The goal of doing well will be to take those curves and wander to find the best combination of the amount that increases our sales of sales. We know that sales = f (media, control, foundation), and we are trying to find media * that increase our work.
We can choose between several problems of using, ex:
- How can I reach the sales level with a SAMED for a small budget?
- Given the same budget, which high amounts can I receive?
Let's use Merarian to use our budget and increase the sale (state 1).

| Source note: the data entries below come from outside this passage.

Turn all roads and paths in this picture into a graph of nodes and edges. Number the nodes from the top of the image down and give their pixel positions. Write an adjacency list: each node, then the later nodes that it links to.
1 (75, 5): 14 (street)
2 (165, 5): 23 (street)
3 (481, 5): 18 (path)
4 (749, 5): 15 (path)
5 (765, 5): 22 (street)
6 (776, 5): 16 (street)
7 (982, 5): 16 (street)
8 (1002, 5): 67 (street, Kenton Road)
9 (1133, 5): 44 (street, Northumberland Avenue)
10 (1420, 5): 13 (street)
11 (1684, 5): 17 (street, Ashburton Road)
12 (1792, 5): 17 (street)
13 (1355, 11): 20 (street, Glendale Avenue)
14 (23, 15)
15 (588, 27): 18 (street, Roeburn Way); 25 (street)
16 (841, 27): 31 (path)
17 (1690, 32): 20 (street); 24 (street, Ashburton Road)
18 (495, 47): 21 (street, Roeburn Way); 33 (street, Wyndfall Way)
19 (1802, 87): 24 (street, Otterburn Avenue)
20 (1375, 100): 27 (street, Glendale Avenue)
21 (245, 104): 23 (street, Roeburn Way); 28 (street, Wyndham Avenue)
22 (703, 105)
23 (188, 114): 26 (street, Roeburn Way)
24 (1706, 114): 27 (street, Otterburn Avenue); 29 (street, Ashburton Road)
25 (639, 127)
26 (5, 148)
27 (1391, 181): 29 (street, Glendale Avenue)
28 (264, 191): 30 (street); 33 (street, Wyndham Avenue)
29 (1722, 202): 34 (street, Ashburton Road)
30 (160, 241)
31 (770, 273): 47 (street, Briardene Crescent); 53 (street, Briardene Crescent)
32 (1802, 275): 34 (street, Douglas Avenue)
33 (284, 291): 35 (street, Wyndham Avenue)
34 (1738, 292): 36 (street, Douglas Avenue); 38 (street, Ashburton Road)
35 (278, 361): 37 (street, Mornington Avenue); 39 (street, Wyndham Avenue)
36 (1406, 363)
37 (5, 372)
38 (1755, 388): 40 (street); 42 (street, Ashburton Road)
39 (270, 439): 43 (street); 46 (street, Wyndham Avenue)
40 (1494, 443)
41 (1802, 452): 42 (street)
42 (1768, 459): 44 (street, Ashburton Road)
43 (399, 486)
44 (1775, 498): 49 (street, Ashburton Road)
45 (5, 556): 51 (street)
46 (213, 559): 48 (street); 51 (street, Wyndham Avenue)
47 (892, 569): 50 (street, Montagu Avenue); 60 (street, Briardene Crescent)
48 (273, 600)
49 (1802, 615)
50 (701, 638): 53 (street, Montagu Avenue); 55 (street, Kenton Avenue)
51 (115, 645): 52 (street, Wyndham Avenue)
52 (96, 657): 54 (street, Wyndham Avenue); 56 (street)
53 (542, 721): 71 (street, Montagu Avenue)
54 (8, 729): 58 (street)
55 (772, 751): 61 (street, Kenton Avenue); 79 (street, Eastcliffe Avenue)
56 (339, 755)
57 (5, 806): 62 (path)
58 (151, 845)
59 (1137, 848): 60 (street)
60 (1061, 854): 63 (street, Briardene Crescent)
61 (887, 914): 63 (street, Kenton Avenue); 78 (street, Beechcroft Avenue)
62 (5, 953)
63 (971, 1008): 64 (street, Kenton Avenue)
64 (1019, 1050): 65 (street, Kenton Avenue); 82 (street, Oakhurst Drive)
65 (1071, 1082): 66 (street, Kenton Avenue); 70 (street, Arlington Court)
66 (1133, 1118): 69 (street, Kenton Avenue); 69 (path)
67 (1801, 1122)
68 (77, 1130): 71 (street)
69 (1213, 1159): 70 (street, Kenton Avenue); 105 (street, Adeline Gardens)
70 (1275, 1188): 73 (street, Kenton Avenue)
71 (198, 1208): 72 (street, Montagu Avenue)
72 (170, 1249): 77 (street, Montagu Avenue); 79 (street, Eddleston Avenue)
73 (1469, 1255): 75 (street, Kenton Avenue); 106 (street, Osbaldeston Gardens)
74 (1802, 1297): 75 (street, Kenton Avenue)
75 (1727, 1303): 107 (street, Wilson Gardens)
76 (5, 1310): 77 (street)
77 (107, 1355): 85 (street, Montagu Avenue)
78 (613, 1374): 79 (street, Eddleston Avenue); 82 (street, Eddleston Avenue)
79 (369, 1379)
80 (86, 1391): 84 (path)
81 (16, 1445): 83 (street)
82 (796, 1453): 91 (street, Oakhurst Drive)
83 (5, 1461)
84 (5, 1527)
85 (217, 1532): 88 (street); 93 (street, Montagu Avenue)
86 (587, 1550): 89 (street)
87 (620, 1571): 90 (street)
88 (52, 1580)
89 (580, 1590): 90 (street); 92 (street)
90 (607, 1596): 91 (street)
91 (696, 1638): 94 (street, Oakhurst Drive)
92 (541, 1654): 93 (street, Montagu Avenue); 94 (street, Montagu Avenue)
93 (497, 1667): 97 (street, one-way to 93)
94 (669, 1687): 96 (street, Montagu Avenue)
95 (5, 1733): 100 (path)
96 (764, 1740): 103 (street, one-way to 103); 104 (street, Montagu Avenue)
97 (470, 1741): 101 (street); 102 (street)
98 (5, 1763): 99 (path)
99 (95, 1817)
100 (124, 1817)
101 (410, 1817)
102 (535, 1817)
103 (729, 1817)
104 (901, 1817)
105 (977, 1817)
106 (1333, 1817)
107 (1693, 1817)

We will use the default parameters here but may have roused the issues at each of each station to reduce search limit.
from meridian.analysis import optimizerbudget_optimizer = optimizer.BudgetOptimizer(mmm)

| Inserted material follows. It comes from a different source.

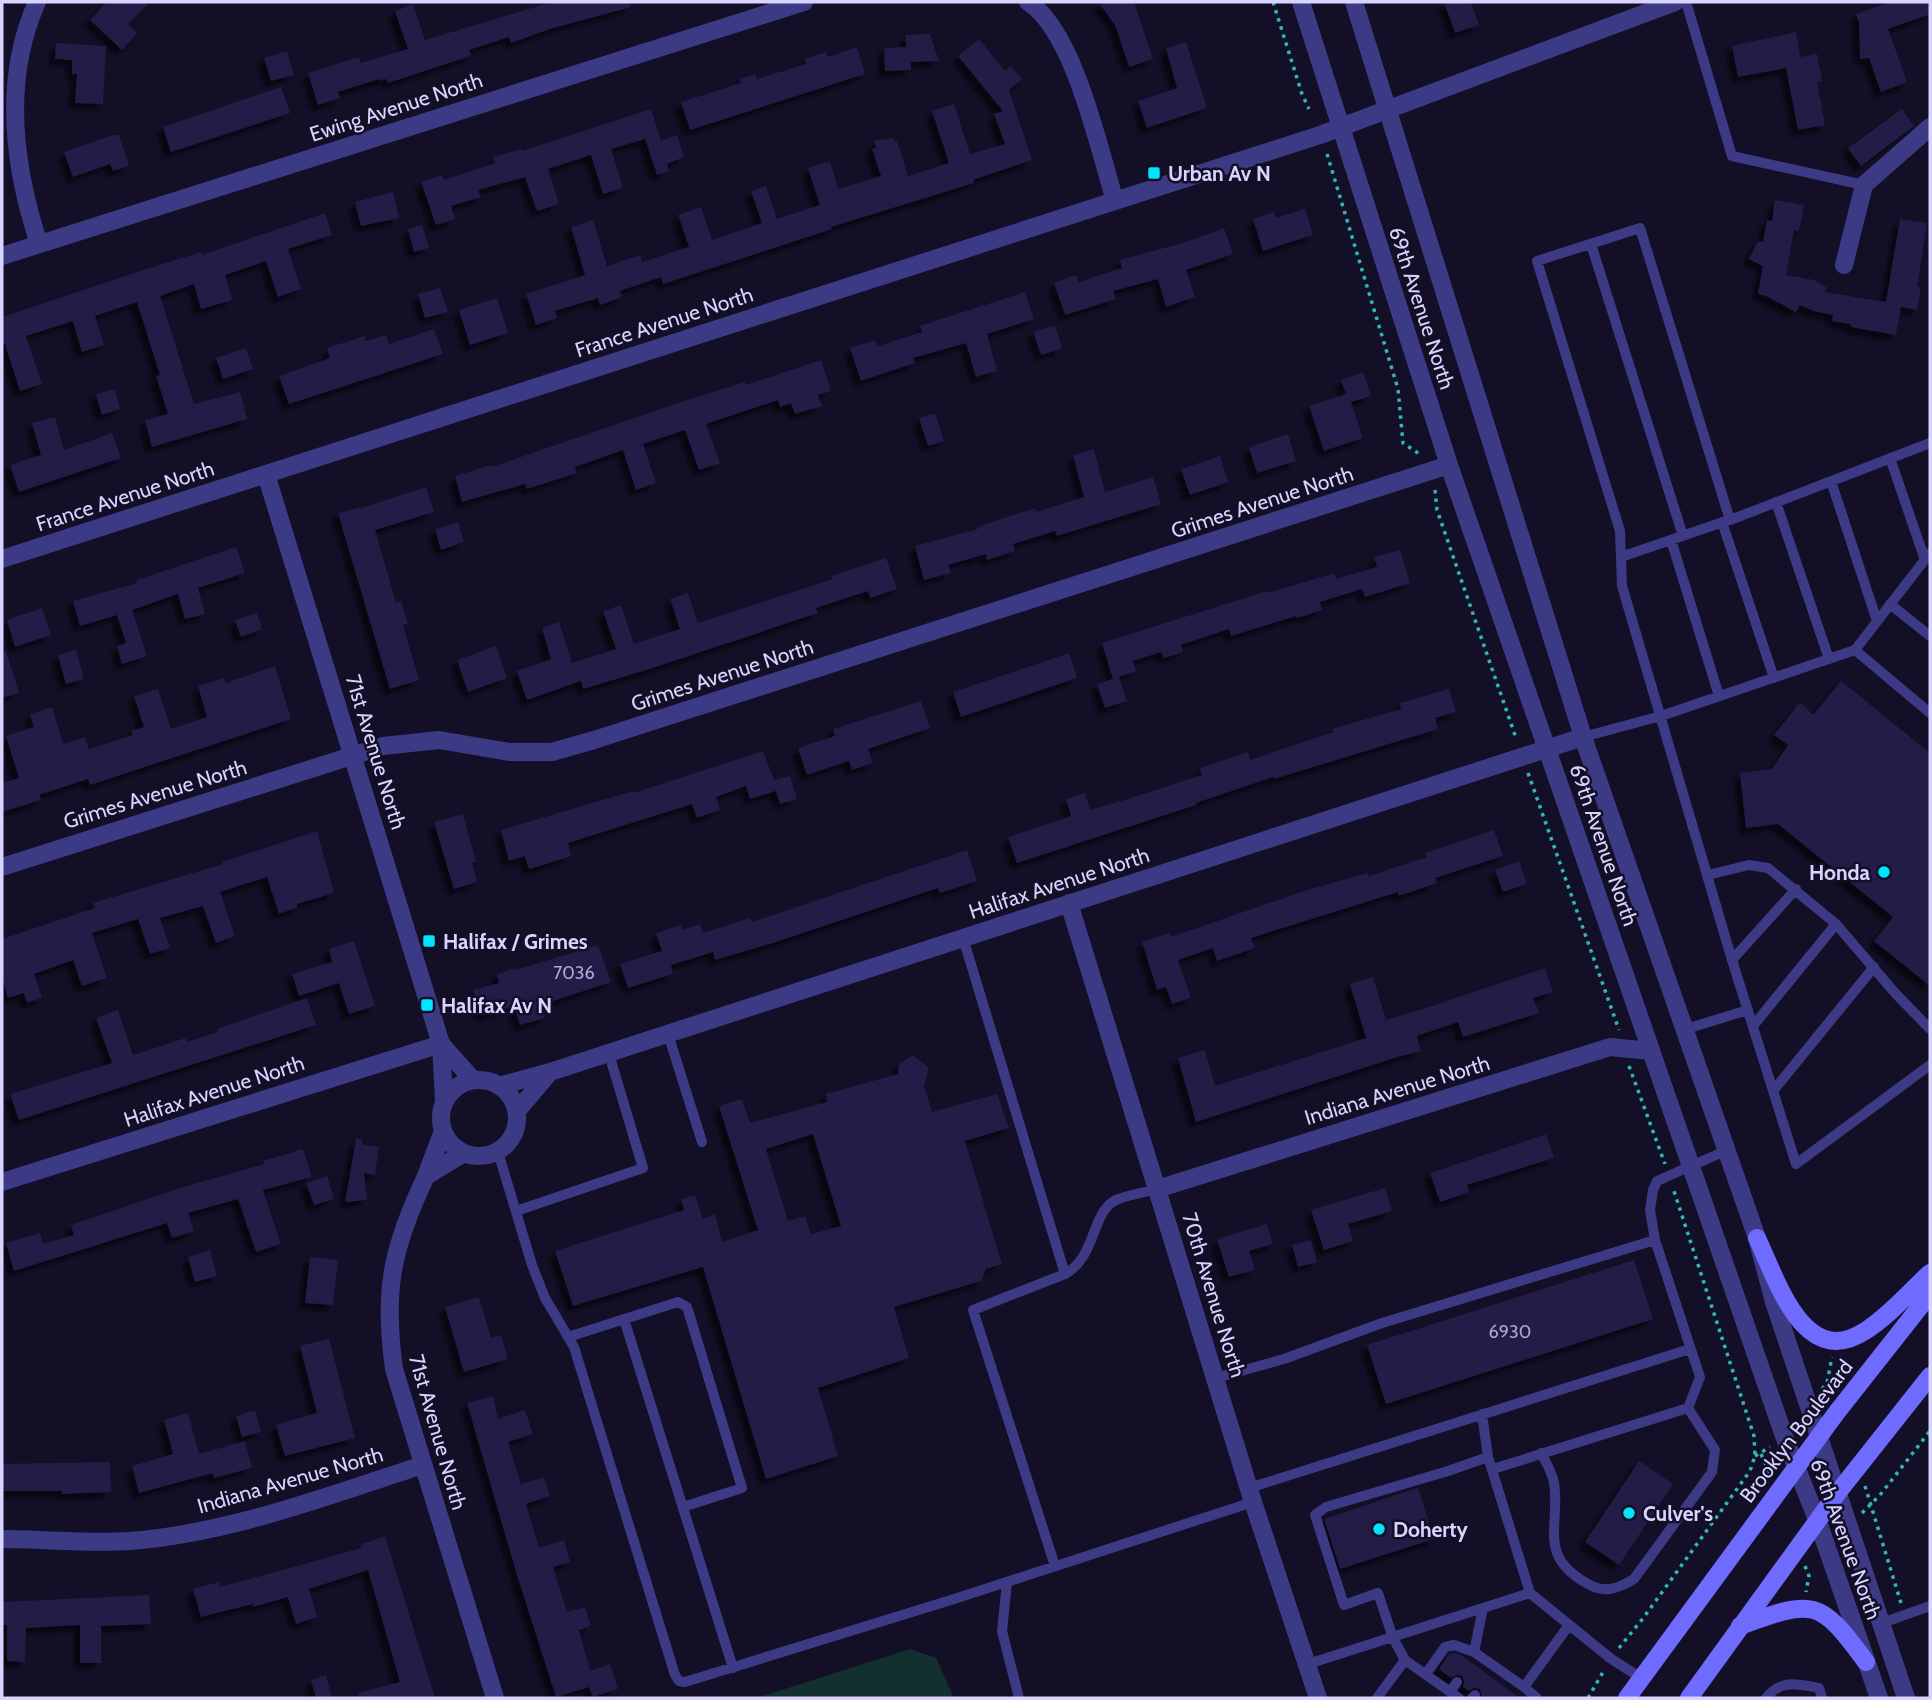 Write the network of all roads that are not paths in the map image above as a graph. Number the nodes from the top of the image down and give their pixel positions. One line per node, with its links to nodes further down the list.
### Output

optimization_results = budget_optimizer.optimize()
# Plot the response curves before and after
optimization_results.plot_response_curves()
We see that the Optimizer recommends to reduce the newspaper, an online display and preoccupion of radio spending, social media and TV.
How does it translate the income?
3% increase in revenue increase by reorganizing our budget! This conclusion is fast. First, the past accumulation is easy. You don't have a confirmation that your Basic Sale (60%) will handle the same year later. Think of the coving. Second, our model does not respond to interaction between channels. What we have used here is a simple model, but some methods use a log-log model for a collaborative account between changing things. Third, there is uncertainty in our curves that are not treated by optimizer, because it takes the normal turn of each channel. Responding curves uncertainty looks like a picture below and doing the uncertainty becomes very complicated:
However, it still gives you the idea that you are when perhaps you do not work or spend money underneath.
MMM is a complex but powerful tool that can be opened to your sales information, helping you understand your advertising and help you in budget planning. New ways in reducing Bayesian decks provide a good feature such as advanc and the SATURATION MOLODING, INTRODUCTION OFFICERS, uncertainty standards and performance standards. To enter codes.